Teich pede demissão do ministério da Saúde a menos de um mês no cargo



O agora ex-ministro da saúde, Nelson Teich, deixou o cargo nesta sexta-feira (15) faltando ainda dois dias para completar um mês à frente da pasta.


Essa é a 11ª mudança na equipe do ministerial do presidente Jair Bolsonaro (sem partido).


Teich assumiu o Ministério em 17 de abril no lugar de Luiz Henrique Mandetta, que tinha o reconhecimento nacional e internacional na condução da pandemia do novo coronavírus no Brasil, mas era pressionado pelo Planalto para mudar as medidas adotadas.


Assim como o antecessor, Teich também é médico e apresentou e teve a discordância do presidente Jair Bolsonaro sobre as mesmas ações de contenção do coronavírus.


Nelson Teich foi ao Palácio do Planalto nesta manhã, esteve com Bolsonaro e depois voltou para o prédio do Ministério da Saúde de onde a demissão foi anunciada logo depois.

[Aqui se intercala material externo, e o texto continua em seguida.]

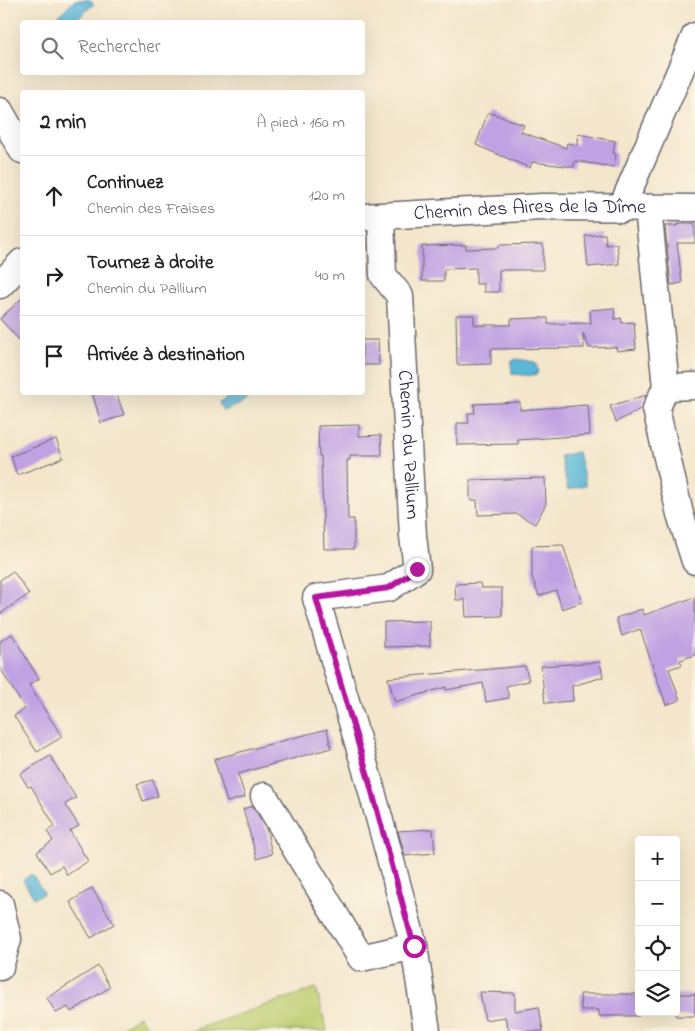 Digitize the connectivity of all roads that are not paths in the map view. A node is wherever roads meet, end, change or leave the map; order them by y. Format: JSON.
{"nodes":[{"id":1,"x":695,"y":36,"type":"edge"},
{"id":2,"x":0,"y":111,"type":"edge"},
{"id":3,"x":20,"y":146,"type":"edge"},
{"id":4,"x":648,"y":208,"type":"junction"},
{"id":5,"x":695,"y":208,"type":"edge"},
{"id":6,"x":621,"y":209,"type":"junction"},
{"id":7,"x":372,"y":217,"type":"edge"},
{"id":8,"x":20,"y":264,"type":"edge"},
{"id":9,"x":0,"y":284,"type":"edge"},
{"id":10,"x":695,"y":386,"type":"edge"},
{"id":11,"x":666,"y":387,"type":"junction"},
{"id":12,"x":695,"y":560,"type":"edge"},
{"id":13,"x":264,"y":796,"type":"dead end"},
{"id":14,"x":0,"y":904,"type":"edge"},
{"id":15,"x":414,"y":946,"type":"junction"},
{"id":16,"x":0,"y":967,"type":"edge"},
{"id":17,"x":427,"y":1031,"type":"edge"}],
"edges":[{"from":1,"to":6,"type":"street"},
{"from":2,"to":3,"type":"street"},
{"from":4,"to":5,"type":"street","name":"Chemin des Aires de la Dîme"},
{"from":4,"to":6,"type":"street","name":"Chemin des Aires de la Dîme"},
{"from":4,"to":11,"type":"street"},
{"from":6,"to":7,"type":"street","name":"Chemin des Aires de la Dîme"},
{"from":7,"to":15,"type":"street","name":"Chemin du Pallium"},
{"from":8,"to":9,"type":"street"},
{"from":10,"to":11,"type":"street"},
{"from":11,"to":12,"type":"street"},
{"from":13,"to":15,"type":"street"},
{"from":14,"to":16,"type":"street"},
{"from":15,"to":17,"type":"street"}]} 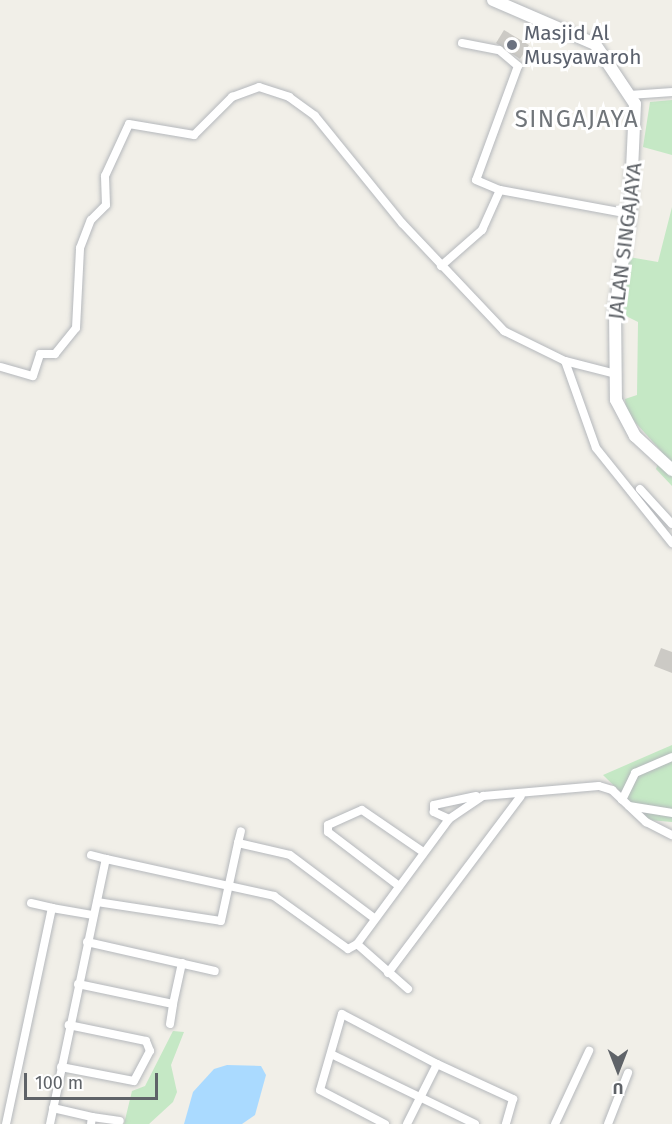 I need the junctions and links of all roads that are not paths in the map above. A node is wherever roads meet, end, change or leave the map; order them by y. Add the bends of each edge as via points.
1 (493, 0) edge
2 (462, 43) dead end
3 (672, 92) edge
4 (630, 95) junction
5 (500, 190) junction
6 (630, 214) junction
7 (441, 266) junction
8 (565, 361) junction
9 (2, 367) dead end
10 (616, 374) junction
11 (672, 470) edge
12 (640, 489) dead end
13 (672, 524) edge
14 (672, 543) edge
15 (672, 757) edge
16 (483, 796) junction
17 (521, 796) junction
18 (625, 803) junction
19 (672, 813) edge
20 (449, 819) junction
21 (241, 831) dead end
22 (672, 835) edge
23 (238, 843) junction
24 (423, 852) junction
25 (91, 855) dead end
26 (106, 859) junction
27 (230, 882) junction
28 (399, 886) junction
29 (97, 902) junction
30 (31, 903) dead end
31 (52, 908) junction
32 (93, 915) junction
33 (374, 918) junction
34 (87, 942) junction
35 (357, 944) junction
36 (182, 963) junction
37 (215, 971) dead end
38 (388, 973) junction
39 (78, 984) junction
40 (408, 989) dead end
41 (173, 1004) junction
42 (170, 1024) dead end
43 (69, 1025) junction
44 (589, 1051) dead end
45 (331, 1054) junction
46 (437, 1064) junction
47 (61, 1067) junction
48 (628, 1073) dead end
49 (421, 1097) junction
50 (53, 1108) junction
51 (92, 1120) edge
52 (120, 1121) dead end
53 (6, 1124) edge
54 (50, 1124) edge
55 (385, 1124) edge
56 (407, 1124) edge
57 (475, 1124) edge
58 (506, 1124) edge
59 (555, 1124) edge
60 (608, 1124) edge

1 - 4 street, JALAN SINGAJAYA via 595,44
2 - 5 street via 500,50 518,66 474,177
3 - 4 street
4 - 6 street, JALAN SINGAJAYA via 638,127
5 - 6 street
5 - 7 street via 482,230
6 - 10 street, JALAN SINGAJAYA via 616,289
7 - 8 street via 504,331
7 - 9 street via 315,116 289,97 253,87 232,97 194,135 129,124 105,176 105,205 91,220 80,248 76,328 55,354 40,354 33,376
8 - 10 street
8 - 14 street via 596,448
10 - 11 street, JALAN SINGAJAYA via 616,400 627,423
12 - 13 street
15 - 18 street via 635,773
16 - 17 street
16 - 20 street
16 - 20 street via 434,805 434,812
17 - 18 street via 598,786
17 - 38 street
18 - 19 street
18 - 22 street
20 - 24 street
21 - 23 street
23 - 27 street
23 - 33 street via 290,855
24 - 28 street
24 - 28 street via 362,810 328,825 328,832
25 - 26 street
26 - 27 street
26 - 29 street
27 - 29 street via 218,923
27 - 35 street via 283,899 348,949
28 - 33 street
29 - 32 street
30 - 31 street
31 - 32 street
31 - 53 street
32 - 34 street
33 - 35 street
34 - 36 street
34 - 39 street
35 - 38 street
36 - 37 street
36 - 41 street
38 - 40 street
39 - 41 street
39 - 43 street
41 - 42 street
43 - 47 street
43 - 47 street via 146,1041 150,1051 134,1081
44 - 59 street
45 - 46 street via 342,1014
45 - 49 street
45 - 55 street via 321,1092
46 - 49 street
46 - 58 street via 513,1099
47 - 50 street
48 - 60 street
49 - 56 street
49 - 57 street
50 - 51 street
50 - 54 street
51 - 52 street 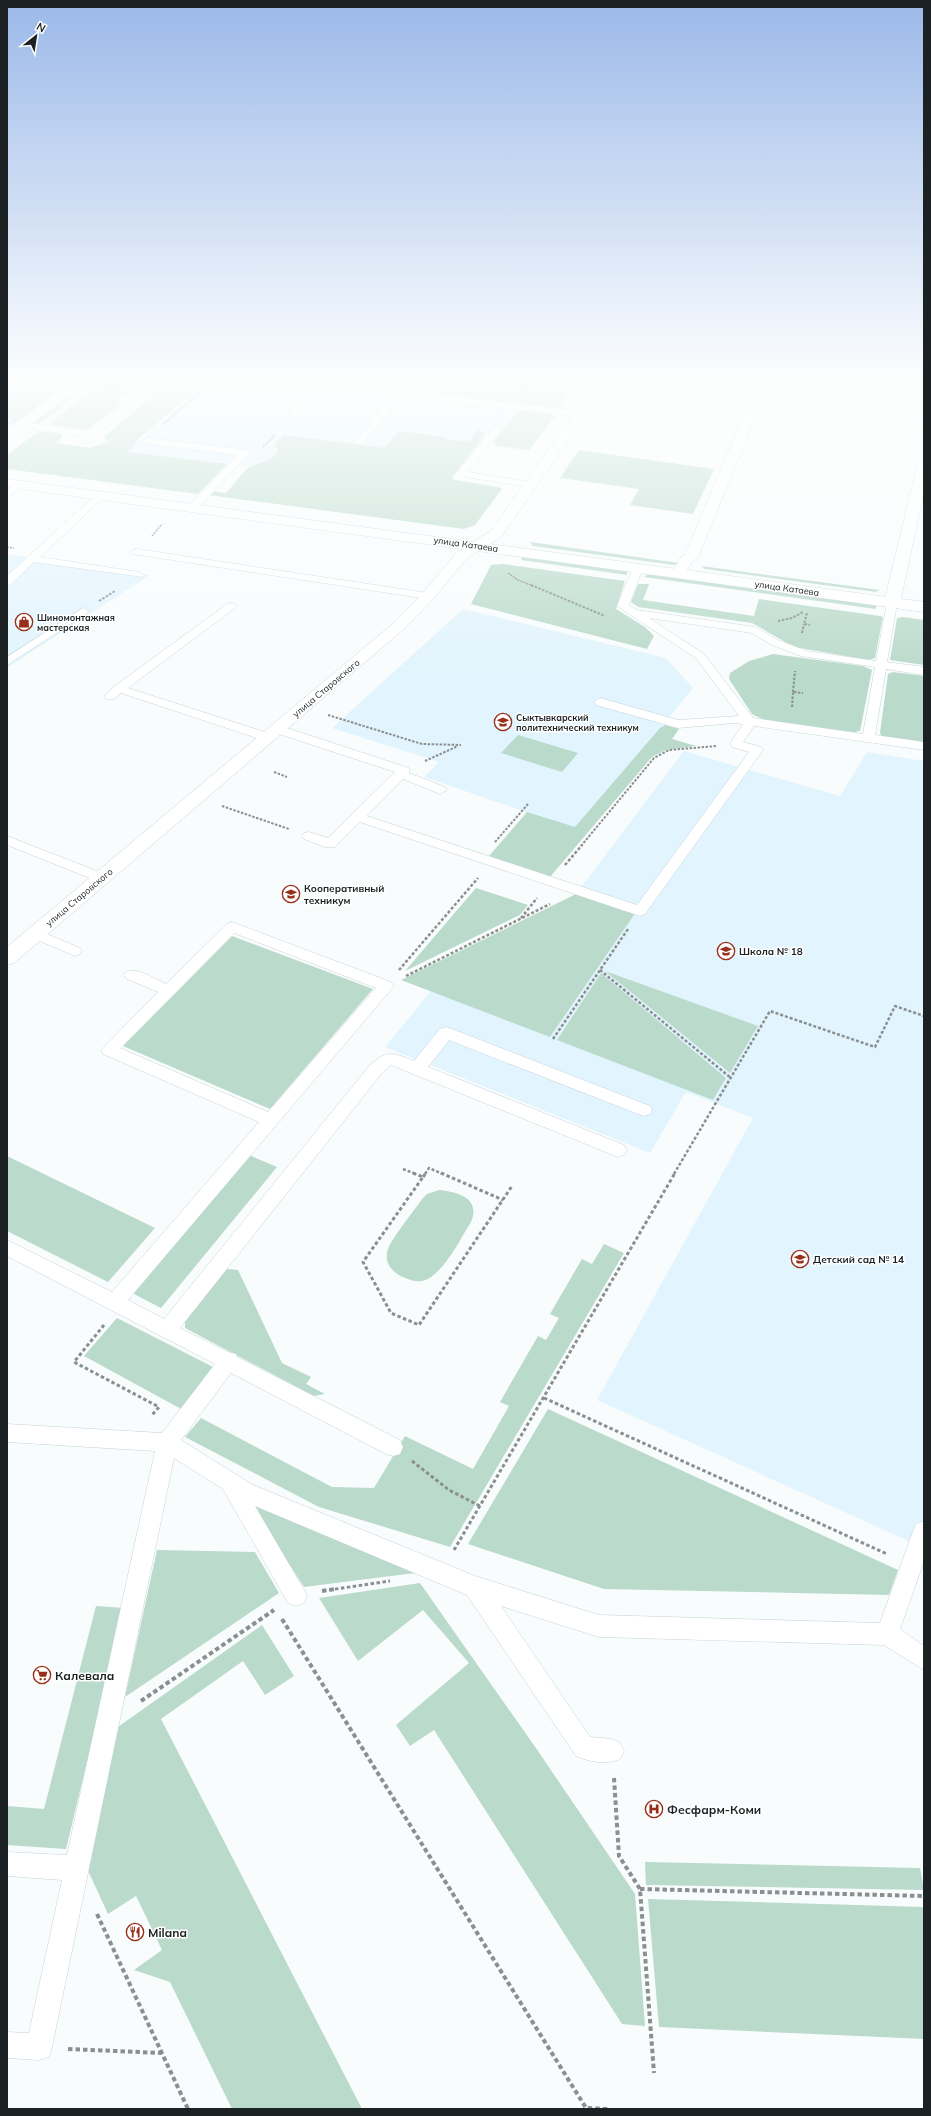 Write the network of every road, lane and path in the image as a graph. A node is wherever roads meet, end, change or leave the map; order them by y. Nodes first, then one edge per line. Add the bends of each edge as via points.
1 (219, 480) edge
2 (496, 480) edge
3 (534, 480) edge
4 (723, 480) edge
5 (920, 480) edge
6 (14, 483) edge
7 (530, 485) junction
8 (7, 495) edge
9 (101, 495) junction
10 (193, 507) junction
11 (478, 546) junction
12 (136, 552) dead end
13 (32, 559) junction
14 (503, 568) dead end
15 (638, 568) junction
16 (679, 573) junction
17 (139, 575) joint
18 (7, 582) edge
19 (428, 596) junction
20 (892, 602) junction
21 (230, 606) dead end
22 (924, 607) edge
23 (808, 609) dead end
24 (84, 611) joint
25 (633, 612) junction
26 (612, 619) dead end
27 (810, 625) dead end
28 (7, 662) edge
29 (881, 664) junction
30 (924, 671) edge
31 (600, 702) dead end
32 (322, 713) dead end
33 (750, 722) junction
34 (272, 733) junction
35 (868, 738) junction
36 (736, 744) junction
37 (924, 746) edge
38 (274, 772) dead end
39 (402, 772) junction
40 (287, 777) dead end
41 (440, 790) dead end
42 (216, 803) dead end
43 (528, 804) dead end
44 (358, 817) junction
45 (309, 836) joint
46 (7, 840) edge
47 (487, 860) junction
48 (102, 878) junction
49 (552, 881) junction
50 (579, 890) junction
51 (640, 911) junction
52 (35, 934) junction
53 (75, 951) dead end
54 (7, 958) edge
55 (600, 970) junction
56 (132, 975) dead end
57 (386, 986) junction
58 (169, 991) junction
59 (924, 1016) edge
60 (553, 1039) dead end
61 (417, 1069) junction
62 (730, 1078) junction
63 (644, 1110) dead end
64 (270, 1120) junction
65 (618, 1150) dead end
66 (403, 1169) dead end
67 (423, 1176) junction
68 (512, 1186) dead end
69 (503, 1200) junction
70 (7, 1247) edge
71 (112, 1311) junction
72 (168, 1329) junction
73 (229, 1360) junction
74 (544, 1398) junction
75 (7, 1433) edge
76 (133, 1440) junction
77 (166, 1442) junction
78 (393, 1447) joint
79 (230, 1482) junction
80 (480, 1506) junction
81 (924, 1531) edge
82 (460, 1555) dead end
83 (911, 1566) junction
84 (394, 1581) dead end
85 (475, 1587) junction
86 (296, 1595) junction
87 (275, 1609) junction
88 (887, 1634) junction
89 (924, 1659) edge
90 (106, 1726) junction
91 (612, 1751) joint
92 (7, 1864) edge
93 (76, 1868) junction
94 (640, 1889) junction
95 (924, 1896) edge
96 (96, 1911) dead end
97 (7, 2045) edge
98 (39, 2047) junction
99 (162, 2053) junction
100 (654, 2072) dead end
101 (188, 2109) edge
102 (610, 2109) edge

1 - 10 lane
2 - 7 lane
3 - 7 street, улица Старовского
4 - 16 street via 691,557 685,561
5 - 20 street
6 - 8 lane
6 - 9 street, улица Катаева
7 - 11 street, улица Старовского via 496,534
9 - 10 street, улица Катаева
9 - 13 lane
10 - 11 street, улица Катаева
11 - 15 street, улица Катаева
11 - 19 street, улица Старовского via 462,555
12 - 19 lane
13 - 17 lane
13 - 18 lane
14 - 26 path via 518,580
15 - 16 street, улица Катаева
15 - 25 lane via 623,606
16 - 20 street, улица Катаева
17 - 24 path
19 - 34 street, улица Старовского via 400,625
20 - 22 street, улица Катаева
20 - 29 lane
21 - 34 lane via 114,693
23 - 27 path via 804,624
24 - 28 lane
25 - 29 lane via 755,630 795,651
25 - 33 lane via 700,656
29 - 30 lane
29 - 35 lane
31 - 33 lane via 678,724 734,719
32 - 39 path via 422,744 461,745
33 - 35 lane
33 - 36 lane
34 - 39 lane
34 - 48 street, улица Старовского
35 - 37 lane
36 - 49 path via 669,750 654,758
36 - 51 lane via 757,750
38 - 40 path
39 - 41 lane
39 - 44 lane
42 - 45 path
43 - 47 path
44 - 45 lane via 330,844
44 - 47 lane
46 - 48 lane
47 - 49 lane
47 - 57 path
48 - 52 street, улица Старовского
49 - 50 lane
50 - 51 lane
50 - 57 path
51 - 55 path
52 - 53 lane
52 - 54 street, улица Старовского
55 - 60 path
55 - 62 path
56 - 58 lane
57 - 58 lane via 232,927
57 - 64 lane
58 - 64 lane via 109,1050
59 - 62 path via 895,1006 875,1047 770,1011
61 - 63 lane via 446,1033
61 - 65 lane
61 - 72 lane via 393,1059 386,1060 380,1065
62 - 74 path
64 - 71 lane
66 - 67 path
67 - 69 path via 429,1168
67 - 69 path via 363,1262 391,1313 419,1325
68 - 69 path
70 - 71 lane
71 - 72 lane
71 - 76 path via 74,1362 159,1406
72 - 73 lane
73 - 77 lane
73 - 78 lane
74 - 80 path
74 - 83 path
75 - 76 lane
76 - 77 lane
77 - 79 lane
77 - 90 lane
78 - 80 path via 449,1490
79 - 85 lane via 246,1492
79 - 86 lane
80 - 82 path via 453,1552
81 - 83 lane
83 - 88 lane
84 - 86 path
85 - 88 lane via 599,1626
85 - 91 lane via 584,1748
86 - 87 path
87 - 90 path
87 - 102 path via 586,2108
88 - 89 lane
90 - 93 lane
91 - 94 path via 619,1856
92 - 93 lane
93 - 98 lane
94 - 95 path
94 - 100 path
96 - 99 path
97 - 98 lane
98 - 99 path
99 - 101 path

Entre os motivos para a exoneração, Teich recentemente teve que cancelar a apresentação do plano de diretrizes para a saída do isolamento social por divergências do presidente, que defendia uma flexibilização mais rápida e ampla.


Na terça-feira (12) o ex-ministro foi surpreendido durante uma coletiva de imprensa com o novo decreto de Bolsonaro que classificou as atividades das academias, salões de beleza e barbearias como excrescenciais, sem consulta prévia do ministério.


No dia seguinte, quinta-feira (13), o presidente Bolsonaro anunciou que o protocolo do SUS sobre o uso da Cloroquina e da Hidroxicloroquina seriam alterados para permitir a aplicação dos medicamentos em doentes contaminados pelo Covid-19 nos estágios iniciais da doença contrariando as convicções cientificas publicadas por Teich no dia anterior.